> **EXERCISE DETAILS**:
Although the entries contain pictures, the copy should hold only their exact text.

> **THE RECORDS**:

--------

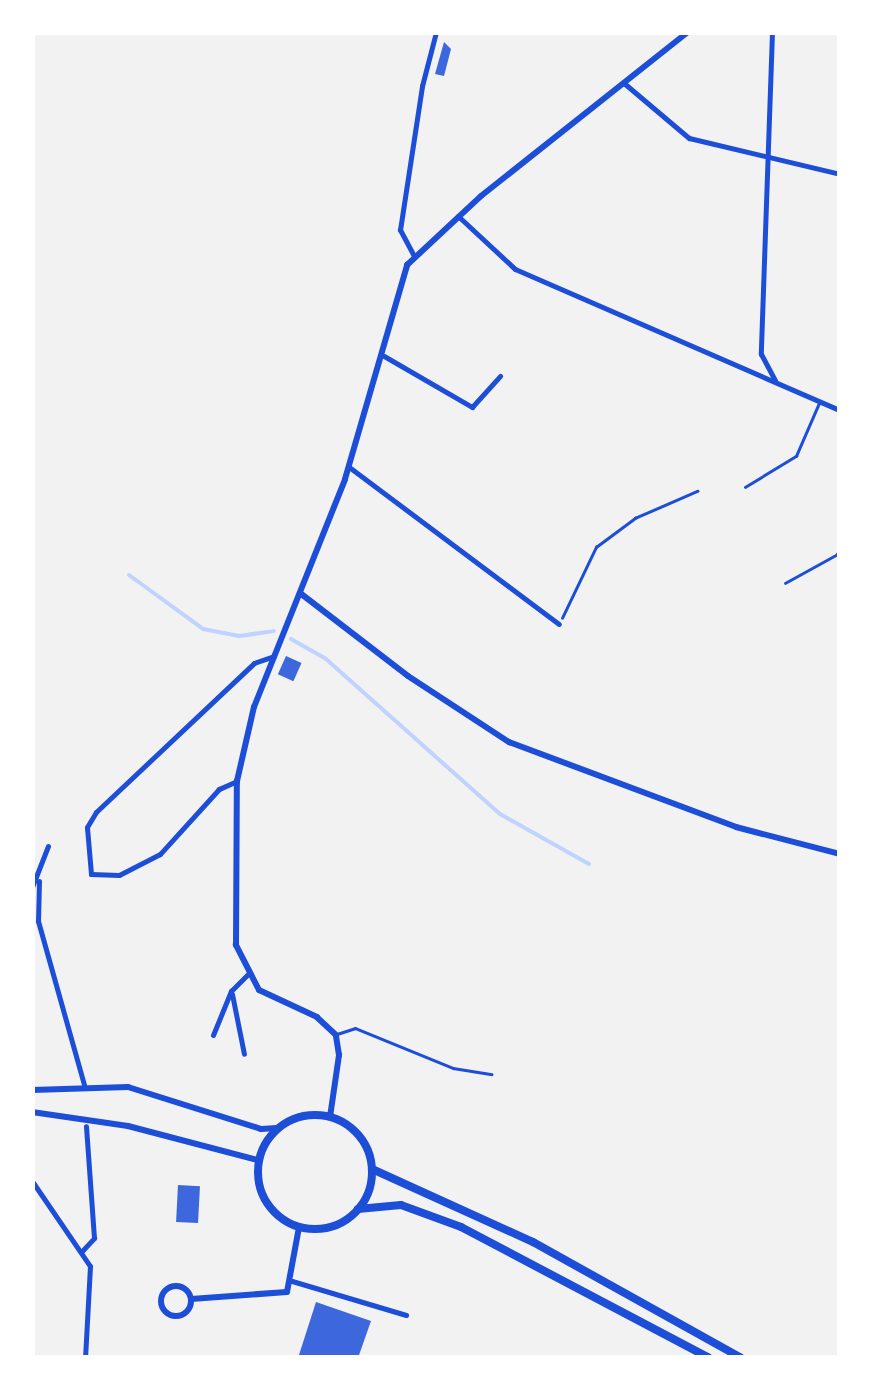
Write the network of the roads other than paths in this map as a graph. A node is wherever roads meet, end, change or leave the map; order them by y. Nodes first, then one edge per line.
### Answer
1 (436, 32) edge
2 (688, 32) edge
3 (772, 32) edge
4 (625, 84) junction
5 (768, 159) junction
6 (840, 174) edge
7 (458, 216) junction
8 (414, 256) junction
9 (384, 356) junction
10 (500, 376) dead end
11 (777, 383) junction
12 (820, 402) junction
13 (840, 410) edge
14 (349, 467) junction
15 (745, 487) dead end
16 (839, 554) edge
17 (785, 584) dead end
18 (300, 593) junction
19 (559, 624) road end
20 (274, 656) junction
21 (237, 781) junction
22 (48, 846) dead end
23 (840, 854) edge
24 (39, 881) junction
25 (32, 887) edge
26 (247, 975) junction
27 (232, 991) junction
28 (214, 1035) dead end
29 (336, 1035) junction
30 (244, 1054) dead end
31 (492, 1074) dead end
32 (84, 1085) dead end
33 (32, 1090) edge
34 (32, 1112) edge
35 (330, 1116) junction
36 (86, 1126) dead end
37 (277, 1128) junction
38 (258, 1160) junction
39 (372, 1169) junction
40 (32, 1181) edge
41 (358, 1209) junction
42 (299, 1227) junction
43 (82, 1251) junction
44 (292, 1281) junction
45 (191, 1298) junction
46 (406, 1315) dead end
47 (85, 1358) edge
48 (708, 1358) edge
49 (742, 1358) edge

1 - 8 street
2 - 4 street
3 - 5 street
4 - 5 street
4 - 7 street
5 - 6 street
5 - 11 street
7 - 8 street
7 - 11 street
8 - 9 street
9 - 10 street
9 - 14 street
11 - 12 street
12 - 13 street
12 - 15 lane
14 - 18 street
14 - 19 street
16 - 17 lane
18 - 20 street
18 - 23 street
20 - 21 street
20 - 21 street
21 - 26 street
22 - 24 street
24 - 25 street
24 - 32 street
26 - 27 street
26 - 29 street
27 - 28 street
27 - 30 street
29 - 31 lane
29 - 35 street
33 - 37 street
34 - 38 street
35 - 37 main road
35 - 39 main road
36 - 43 street
37 - 38 main road
38 - 42 main road
39 - 41 main road
39 - 49 main road
40 - 43 street
41 - 42 main road
41 - 48 main road
42 - 44 street
43 - 47 street
44 - 45 street
44 - 46 street
45 - 45 street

--------

> **SOLUTION TO THIS EXERCISE**:
Write the network of the roads other than paths in this map as a graph. A node is wherever roads meet, end, change or leave the map; order them by y. Nodes first, then one edge per line.
### Answer
1 (436, 32) edge
2 (688, 32) edge
3 (772, 32) edge
4 (625, 84) junction
5 (768, 159) junction
6 (840, 174) edge
7 (458, 216) junction
8 (414, 256) junction
9 (384, 356) junction
10 (500, 376) dead end
11 (777, 383) junction
12 (820, 402) junction
13 (840, 410) edge
14 (349, 467) junction
15 (745, 487) dead end
16 (839, 554) edge
17 (785, 584) dead end
18 (300, 593) junction
19 (559, 624) road end
20 (274, 656) junction
21 (237, 781) junction
22 (48, 846) dead end
23 (840, 854) edge
24 (39, 881) junction
25 (32, 887) edge
26 (247, 975) junction
27 (232, 991) junction
28 (214, 1035) dead end
29 (336, 1035) junction
30 (244, 1054) dead end
31 (492, 1074) dead end
32 (84, 1085) dead end
33 (32, 1090) edge
34 (32, 1112) edge
35 (330, 1116) junction
36 (86, 1126) dead end
37 (277, 1128) junction
38 (258, 1160) junction
39 (372, 1169) junction
40 (32, 1181) edge
41 (358, 1209) junction
42 (299, 1227) junction
43 (82, 1251) junction
44 (292, 1281) junction
45 (191, 1298) junction
46 (406, 1315) dead end
47 (85, 1358) edge
48 (708, 1358) edge
49 (742, 1358) edge

1 - 8 street
2 - 4 street
3 - 5 street
4 - 5 street
4 - 7 street
5 - 6 street
5 - 11 street
7 - 8 street
7 - 11 street
8 - 9 street
9 - 10 street
9 - 14 street
11 - 12 street
12 - 13 street
12 - 15 lane
14 - 18 street
14 - 19 street
16 - 17 lane
18 - 20 street
18 - 23 street
20 - 21 street
20 - 21 street
21 - 26 street
22 - 24 street
24 - 25 street
24 - 32 street
26 - 27 street
26 - 29 street
27 - 28 street
27 - 30 street
29 - 31 lane
29 - 35 street
33 - 37 street
34 - 38 street
35 - 37 main road
35 - 39 main road
36 - 43 street
37 - 38 main road
38 - 42 main road
39 - 41 main road
39 - 49 main road
40 - 43 street
41 - 42 main road
41 - 48 main road
42 - 44 street
43 - 47 street
44 - 45 street
44 - 46 street
45 - 45 street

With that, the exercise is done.